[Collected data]
»»

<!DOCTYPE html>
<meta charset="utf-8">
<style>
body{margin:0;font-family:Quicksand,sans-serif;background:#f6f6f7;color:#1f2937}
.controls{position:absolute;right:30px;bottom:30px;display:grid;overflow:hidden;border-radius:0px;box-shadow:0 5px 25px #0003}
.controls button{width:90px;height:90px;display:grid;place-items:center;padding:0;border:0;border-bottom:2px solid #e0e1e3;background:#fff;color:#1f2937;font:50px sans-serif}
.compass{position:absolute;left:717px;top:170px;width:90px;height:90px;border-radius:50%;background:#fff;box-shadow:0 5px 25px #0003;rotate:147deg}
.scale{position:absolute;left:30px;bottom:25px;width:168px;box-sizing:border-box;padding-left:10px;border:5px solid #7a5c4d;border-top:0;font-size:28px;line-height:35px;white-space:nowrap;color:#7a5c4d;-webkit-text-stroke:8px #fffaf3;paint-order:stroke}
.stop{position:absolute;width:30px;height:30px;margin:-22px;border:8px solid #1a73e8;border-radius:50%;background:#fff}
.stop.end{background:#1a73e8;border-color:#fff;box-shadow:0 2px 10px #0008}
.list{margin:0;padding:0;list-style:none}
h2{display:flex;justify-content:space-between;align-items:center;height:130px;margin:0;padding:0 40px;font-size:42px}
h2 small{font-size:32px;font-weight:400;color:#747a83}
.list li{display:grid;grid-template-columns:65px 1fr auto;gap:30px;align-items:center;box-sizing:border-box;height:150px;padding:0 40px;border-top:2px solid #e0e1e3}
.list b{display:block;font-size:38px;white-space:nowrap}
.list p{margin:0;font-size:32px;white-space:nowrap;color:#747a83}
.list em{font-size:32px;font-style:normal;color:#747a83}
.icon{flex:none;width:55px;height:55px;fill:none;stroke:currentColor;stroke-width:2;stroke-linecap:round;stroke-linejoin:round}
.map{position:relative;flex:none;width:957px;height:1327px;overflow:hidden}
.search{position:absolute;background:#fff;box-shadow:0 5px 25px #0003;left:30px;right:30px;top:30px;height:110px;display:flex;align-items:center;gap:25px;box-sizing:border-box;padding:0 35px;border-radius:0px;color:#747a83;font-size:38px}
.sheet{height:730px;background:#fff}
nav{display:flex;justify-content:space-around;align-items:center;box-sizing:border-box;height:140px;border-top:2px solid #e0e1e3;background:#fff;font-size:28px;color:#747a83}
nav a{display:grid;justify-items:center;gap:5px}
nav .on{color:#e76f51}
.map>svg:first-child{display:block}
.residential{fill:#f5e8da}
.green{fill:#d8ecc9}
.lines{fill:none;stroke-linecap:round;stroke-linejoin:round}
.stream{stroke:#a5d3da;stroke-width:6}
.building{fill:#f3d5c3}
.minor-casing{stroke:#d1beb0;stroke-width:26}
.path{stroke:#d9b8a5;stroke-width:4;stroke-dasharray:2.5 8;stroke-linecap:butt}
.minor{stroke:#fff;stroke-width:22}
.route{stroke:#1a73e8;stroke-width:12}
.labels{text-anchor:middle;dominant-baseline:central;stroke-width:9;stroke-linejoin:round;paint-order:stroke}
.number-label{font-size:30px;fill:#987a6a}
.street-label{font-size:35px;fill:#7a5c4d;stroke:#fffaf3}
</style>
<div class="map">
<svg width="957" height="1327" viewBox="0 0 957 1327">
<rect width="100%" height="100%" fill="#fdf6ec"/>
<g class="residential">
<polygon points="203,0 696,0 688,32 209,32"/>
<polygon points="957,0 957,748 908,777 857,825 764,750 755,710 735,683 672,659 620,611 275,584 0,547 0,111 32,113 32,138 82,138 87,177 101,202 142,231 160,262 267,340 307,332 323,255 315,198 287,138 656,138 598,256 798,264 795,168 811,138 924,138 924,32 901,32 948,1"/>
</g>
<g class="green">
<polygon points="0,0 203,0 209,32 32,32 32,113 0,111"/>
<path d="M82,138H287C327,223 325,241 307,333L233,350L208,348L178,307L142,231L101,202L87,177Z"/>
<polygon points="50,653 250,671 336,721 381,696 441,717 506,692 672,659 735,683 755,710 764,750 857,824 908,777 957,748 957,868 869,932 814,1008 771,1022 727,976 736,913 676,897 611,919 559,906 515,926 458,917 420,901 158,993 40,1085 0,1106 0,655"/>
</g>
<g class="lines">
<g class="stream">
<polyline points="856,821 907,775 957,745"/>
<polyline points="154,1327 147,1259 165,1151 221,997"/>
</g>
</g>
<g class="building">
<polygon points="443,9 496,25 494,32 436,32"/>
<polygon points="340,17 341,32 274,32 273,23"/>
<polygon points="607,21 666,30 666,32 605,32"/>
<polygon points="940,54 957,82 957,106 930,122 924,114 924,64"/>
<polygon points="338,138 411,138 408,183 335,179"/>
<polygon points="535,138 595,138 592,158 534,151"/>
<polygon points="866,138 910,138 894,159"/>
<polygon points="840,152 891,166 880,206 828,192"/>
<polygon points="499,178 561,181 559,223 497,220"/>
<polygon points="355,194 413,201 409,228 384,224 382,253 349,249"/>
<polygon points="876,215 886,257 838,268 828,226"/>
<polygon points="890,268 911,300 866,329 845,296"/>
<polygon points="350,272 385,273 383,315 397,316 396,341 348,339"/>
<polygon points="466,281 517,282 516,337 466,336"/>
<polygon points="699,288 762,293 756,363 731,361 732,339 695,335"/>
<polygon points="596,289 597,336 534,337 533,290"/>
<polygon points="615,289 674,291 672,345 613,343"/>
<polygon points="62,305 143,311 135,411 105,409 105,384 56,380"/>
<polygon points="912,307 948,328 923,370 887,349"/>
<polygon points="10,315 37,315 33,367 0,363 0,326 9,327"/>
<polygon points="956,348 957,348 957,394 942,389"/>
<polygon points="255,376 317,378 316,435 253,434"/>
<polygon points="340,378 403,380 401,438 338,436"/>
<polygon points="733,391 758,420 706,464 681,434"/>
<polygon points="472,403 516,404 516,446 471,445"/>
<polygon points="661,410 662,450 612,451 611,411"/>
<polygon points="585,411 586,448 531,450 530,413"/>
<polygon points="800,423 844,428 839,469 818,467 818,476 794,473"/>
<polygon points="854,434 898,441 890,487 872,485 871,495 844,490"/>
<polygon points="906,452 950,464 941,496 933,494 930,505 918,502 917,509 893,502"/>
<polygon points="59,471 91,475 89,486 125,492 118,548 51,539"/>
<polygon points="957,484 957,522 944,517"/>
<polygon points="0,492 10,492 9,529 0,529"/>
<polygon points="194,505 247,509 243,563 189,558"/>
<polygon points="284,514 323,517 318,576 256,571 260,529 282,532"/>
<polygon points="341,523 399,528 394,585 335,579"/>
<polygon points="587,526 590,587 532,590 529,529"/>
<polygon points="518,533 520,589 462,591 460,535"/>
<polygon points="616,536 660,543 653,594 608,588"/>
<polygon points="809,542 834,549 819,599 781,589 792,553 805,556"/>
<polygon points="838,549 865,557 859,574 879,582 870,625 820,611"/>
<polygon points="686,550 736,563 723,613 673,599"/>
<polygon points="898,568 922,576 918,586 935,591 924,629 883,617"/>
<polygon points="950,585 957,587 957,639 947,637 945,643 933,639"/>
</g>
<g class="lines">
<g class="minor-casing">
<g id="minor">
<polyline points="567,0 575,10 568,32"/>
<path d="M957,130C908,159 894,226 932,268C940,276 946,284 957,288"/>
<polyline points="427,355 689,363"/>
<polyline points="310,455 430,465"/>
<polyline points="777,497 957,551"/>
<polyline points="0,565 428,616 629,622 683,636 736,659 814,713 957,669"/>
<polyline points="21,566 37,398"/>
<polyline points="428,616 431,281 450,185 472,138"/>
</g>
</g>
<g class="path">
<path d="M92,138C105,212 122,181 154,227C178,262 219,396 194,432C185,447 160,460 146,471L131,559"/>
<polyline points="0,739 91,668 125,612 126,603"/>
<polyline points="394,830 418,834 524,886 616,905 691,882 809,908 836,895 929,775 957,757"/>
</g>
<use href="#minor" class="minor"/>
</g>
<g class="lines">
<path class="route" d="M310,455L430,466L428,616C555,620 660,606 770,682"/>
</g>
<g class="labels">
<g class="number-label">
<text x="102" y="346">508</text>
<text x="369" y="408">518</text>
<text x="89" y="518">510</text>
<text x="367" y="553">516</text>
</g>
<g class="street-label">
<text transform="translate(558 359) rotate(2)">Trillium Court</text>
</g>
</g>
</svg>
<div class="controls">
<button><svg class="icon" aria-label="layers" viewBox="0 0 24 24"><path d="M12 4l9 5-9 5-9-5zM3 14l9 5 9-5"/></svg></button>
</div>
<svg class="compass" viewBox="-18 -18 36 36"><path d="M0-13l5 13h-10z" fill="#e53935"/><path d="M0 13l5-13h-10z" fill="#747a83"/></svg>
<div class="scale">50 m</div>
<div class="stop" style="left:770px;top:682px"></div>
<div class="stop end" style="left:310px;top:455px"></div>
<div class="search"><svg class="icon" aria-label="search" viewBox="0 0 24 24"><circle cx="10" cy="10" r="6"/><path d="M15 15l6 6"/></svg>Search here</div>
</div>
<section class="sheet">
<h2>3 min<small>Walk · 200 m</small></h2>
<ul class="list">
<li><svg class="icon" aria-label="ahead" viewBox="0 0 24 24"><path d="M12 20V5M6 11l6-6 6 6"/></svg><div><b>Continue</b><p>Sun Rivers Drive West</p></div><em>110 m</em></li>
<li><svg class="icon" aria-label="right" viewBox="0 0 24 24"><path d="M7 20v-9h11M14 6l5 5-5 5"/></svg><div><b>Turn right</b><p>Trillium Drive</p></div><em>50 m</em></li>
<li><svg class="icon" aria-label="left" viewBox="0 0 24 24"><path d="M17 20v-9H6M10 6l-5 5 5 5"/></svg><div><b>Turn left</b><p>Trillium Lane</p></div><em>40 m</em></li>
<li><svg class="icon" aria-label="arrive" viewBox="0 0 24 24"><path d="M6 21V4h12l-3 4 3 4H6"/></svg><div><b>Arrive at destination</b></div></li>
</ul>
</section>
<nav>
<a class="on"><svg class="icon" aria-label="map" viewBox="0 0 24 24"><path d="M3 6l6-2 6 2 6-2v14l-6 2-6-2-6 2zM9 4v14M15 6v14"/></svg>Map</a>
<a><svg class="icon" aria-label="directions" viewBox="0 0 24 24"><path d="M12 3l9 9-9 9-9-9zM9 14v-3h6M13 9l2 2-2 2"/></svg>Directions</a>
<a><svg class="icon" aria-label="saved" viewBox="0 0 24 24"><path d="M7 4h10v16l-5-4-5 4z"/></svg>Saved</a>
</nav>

««

Work order :: Copy every line in the records above that contains the word "button".

The completed task ::
.controls button{width:90px;height:90px;display:grid;place-items:center;padding:0;border:0;border-bottom:2px solid #e0e1e3;background:#fff;color:#1f2937;font:50px sans-serif}
<button><svg class="icon" aria-label="layers" viewBox="0 0 24 24"><path d="M12 4l9 5-9 5-9-5zM3 14l9 5 9-5"/></svg></button>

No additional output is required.